Pour comprendre ce nouveau chapitre de la guerre en Syrie,
il faut remonter quelques années en arrière.
En 2011, des manifestations éclatent dans plusieurs grandes villes de
l'ouest et du nord.
Face à la répression du régime de Bachar al-Assad, les contestations
se transforment rapidement en révoltes armées.
La rébellion ouvre alors plusieurs fronts et l'armée syrienne doit
faire des choix.
À l'été 2012, les troupes de Bachar el-Assad décident d'évacuer la
quasi-totalité des provinces nord de la Syrie pour défendre les
principales villes du pays.
Cette région à la frontière de la Turquie abrite plus d'un million
et demi de Kurdes.
Par le passé, ce peuple minoritaire a connu la discrimination,
voire la répression du régime.
Face au vide laissé par le gouvernement syrien, plusieurs secteurs passent
alors sous le contrôle du parti politique kurde le plus organisé
de la région, le PYD, le Parti de l'union démocratique.
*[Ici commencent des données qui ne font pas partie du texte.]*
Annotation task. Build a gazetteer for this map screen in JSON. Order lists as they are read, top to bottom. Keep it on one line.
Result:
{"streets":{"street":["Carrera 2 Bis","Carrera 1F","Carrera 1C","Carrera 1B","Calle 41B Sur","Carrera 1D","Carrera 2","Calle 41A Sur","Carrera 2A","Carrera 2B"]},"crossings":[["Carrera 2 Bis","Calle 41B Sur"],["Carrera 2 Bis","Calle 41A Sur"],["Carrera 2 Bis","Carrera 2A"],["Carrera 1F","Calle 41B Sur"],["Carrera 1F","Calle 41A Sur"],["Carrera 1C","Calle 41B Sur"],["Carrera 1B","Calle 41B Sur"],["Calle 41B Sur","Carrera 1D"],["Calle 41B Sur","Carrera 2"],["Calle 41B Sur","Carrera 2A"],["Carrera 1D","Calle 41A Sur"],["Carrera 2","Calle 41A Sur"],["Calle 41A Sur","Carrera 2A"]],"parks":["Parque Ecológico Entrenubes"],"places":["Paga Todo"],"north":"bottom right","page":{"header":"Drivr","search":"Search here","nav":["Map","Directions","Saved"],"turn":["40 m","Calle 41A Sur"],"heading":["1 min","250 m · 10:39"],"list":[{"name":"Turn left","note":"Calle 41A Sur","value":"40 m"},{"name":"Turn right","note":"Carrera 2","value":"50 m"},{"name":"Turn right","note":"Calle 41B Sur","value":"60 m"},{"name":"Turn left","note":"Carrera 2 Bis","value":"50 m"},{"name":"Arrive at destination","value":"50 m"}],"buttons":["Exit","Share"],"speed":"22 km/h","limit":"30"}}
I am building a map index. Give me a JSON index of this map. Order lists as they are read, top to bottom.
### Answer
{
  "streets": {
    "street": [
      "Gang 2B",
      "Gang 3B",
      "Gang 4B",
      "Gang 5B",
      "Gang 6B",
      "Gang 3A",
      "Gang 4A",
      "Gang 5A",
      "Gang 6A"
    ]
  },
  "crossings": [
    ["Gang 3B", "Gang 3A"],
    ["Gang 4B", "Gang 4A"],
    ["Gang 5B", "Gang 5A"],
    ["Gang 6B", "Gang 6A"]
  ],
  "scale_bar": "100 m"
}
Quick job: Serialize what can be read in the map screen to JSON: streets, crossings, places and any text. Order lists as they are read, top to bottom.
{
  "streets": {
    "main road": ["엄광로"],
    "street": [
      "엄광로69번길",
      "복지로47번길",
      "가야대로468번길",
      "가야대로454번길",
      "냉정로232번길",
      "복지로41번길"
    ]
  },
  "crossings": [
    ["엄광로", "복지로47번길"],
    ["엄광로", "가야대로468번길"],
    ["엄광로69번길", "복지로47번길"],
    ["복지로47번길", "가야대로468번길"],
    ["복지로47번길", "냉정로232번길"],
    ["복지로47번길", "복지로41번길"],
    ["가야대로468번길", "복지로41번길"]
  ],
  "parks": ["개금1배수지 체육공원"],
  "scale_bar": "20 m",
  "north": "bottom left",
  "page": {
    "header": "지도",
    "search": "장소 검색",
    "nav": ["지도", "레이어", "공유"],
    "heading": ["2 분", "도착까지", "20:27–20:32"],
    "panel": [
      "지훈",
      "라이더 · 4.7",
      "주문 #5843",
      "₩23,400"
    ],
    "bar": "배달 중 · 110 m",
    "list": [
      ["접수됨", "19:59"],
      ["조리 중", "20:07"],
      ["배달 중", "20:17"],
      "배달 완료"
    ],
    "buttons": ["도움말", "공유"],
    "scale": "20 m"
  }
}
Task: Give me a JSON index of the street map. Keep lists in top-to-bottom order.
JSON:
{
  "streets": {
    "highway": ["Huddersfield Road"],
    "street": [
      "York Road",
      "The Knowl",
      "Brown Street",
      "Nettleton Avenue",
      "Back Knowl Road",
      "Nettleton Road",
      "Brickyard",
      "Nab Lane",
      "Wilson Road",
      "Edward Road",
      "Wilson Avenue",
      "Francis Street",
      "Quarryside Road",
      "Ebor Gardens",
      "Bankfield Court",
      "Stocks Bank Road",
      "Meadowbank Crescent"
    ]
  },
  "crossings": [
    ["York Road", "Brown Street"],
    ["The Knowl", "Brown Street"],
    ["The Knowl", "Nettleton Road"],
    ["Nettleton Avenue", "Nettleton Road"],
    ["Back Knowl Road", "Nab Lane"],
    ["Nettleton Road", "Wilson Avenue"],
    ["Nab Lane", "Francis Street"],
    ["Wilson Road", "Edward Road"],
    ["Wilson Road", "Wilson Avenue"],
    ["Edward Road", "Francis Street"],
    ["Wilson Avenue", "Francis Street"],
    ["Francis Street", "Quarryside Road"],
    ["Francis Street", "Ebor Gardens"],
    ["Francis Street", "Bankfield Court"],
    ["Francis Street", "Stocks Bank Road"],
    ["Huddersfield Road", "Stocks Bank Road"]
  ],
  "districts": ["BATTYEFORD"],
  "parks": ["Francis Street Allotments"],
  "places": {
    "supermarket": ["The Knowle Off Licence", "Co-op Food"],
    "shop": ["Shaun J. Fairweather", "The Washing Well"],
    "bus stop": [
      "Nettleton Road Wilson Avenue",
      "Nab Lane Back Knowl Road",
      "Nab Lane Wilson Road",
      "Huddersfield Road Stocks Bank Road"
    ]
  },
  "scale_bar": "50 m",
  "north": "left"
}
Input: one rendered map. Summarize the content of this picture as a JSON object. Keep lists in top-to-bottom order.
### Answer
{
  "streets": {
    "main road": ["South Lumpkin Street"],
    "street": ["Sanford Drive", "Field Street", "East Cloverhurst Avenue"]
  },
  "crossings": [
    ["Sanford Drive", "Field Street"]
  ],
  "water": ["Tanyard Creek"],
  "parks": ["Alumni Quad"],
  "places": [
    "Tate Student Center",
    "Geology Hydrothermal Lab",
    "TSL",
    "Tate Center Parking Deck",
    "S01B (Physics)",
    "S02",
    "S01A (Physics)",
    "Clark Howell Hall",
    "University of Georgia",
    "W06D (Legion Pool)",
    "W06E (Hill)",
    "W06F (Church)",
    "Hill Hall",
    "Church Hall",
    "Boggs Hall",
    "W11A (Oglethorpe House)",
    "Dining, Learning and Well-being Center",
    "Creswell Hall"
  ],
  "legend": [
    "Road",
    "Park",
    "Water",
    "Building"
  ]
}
Même si les Kurdes de Syrie ne revendiquent pas une indépendance,
ils entendent administrer de façon autonome leur territoire qu'ils
appellent le Rojava.
Ils mettent en place un système de gouvernements locaux et une
Constitution qui entend protéger les droits de tous les citoyens,
indépendamment de leur ethnie.
Ils défendent aussi l'égalité des sexes dans toutes les institutions,
y compris dans l'armée.
Mais alors que leur modèle commence à prendre forme, ils sont attaqués.
Les combattants du groupe djihadiste Daech…
Les combattants du groupe djihadiste Daech gagnent du terrain dans le
nord-est du pays.
En 2014, le groupe État islamique s'empare d'une partie de la Syrie.
Au nord, ils arrivent jusqu'aux portes de Kobané.
Encerclés, des combattants kurdes parviennent à résister aux assauts
des djihadistes.
Ce sont les YPG, les Unités de protection du peuple kurde,
rattachées au PYD.
Soutenues par les forces aériennes américaines qui viennent tout juste
de s'engager contre l'État islamique, les YPG finissent par reprendre
la ville de Kobané.
Cette victoire marque un tournant dans la guerre contre l'EI.
Dès lors, les forces kurdes, soutenues par l'aviation américaine,
deviennent une des forces principales de lutte contre le groupe terroriste.
À mesure que les YPG libèrent les villes aux mains des djihadistes,
ils intègrent des populations et combattants arabes dans une nouvelle
coalition militaire, les Forces démocratiques syriennes,
et créent en 2016 la Fédération démocratique du nord de la Syrie.
Mais la création de ce territoire pose problème, en particulier à
un homme, Recep Tayyip Erdogan, le président de la Turquie.
Le président Erdogan est opposé à la création d'un territoire autonome
kurde à sa frontière, du fait du conflit qui l'oppose
déjà aux Kurdes de Turquie.
Oui, car les Kurdes ne vivent pas simplement en Syrie.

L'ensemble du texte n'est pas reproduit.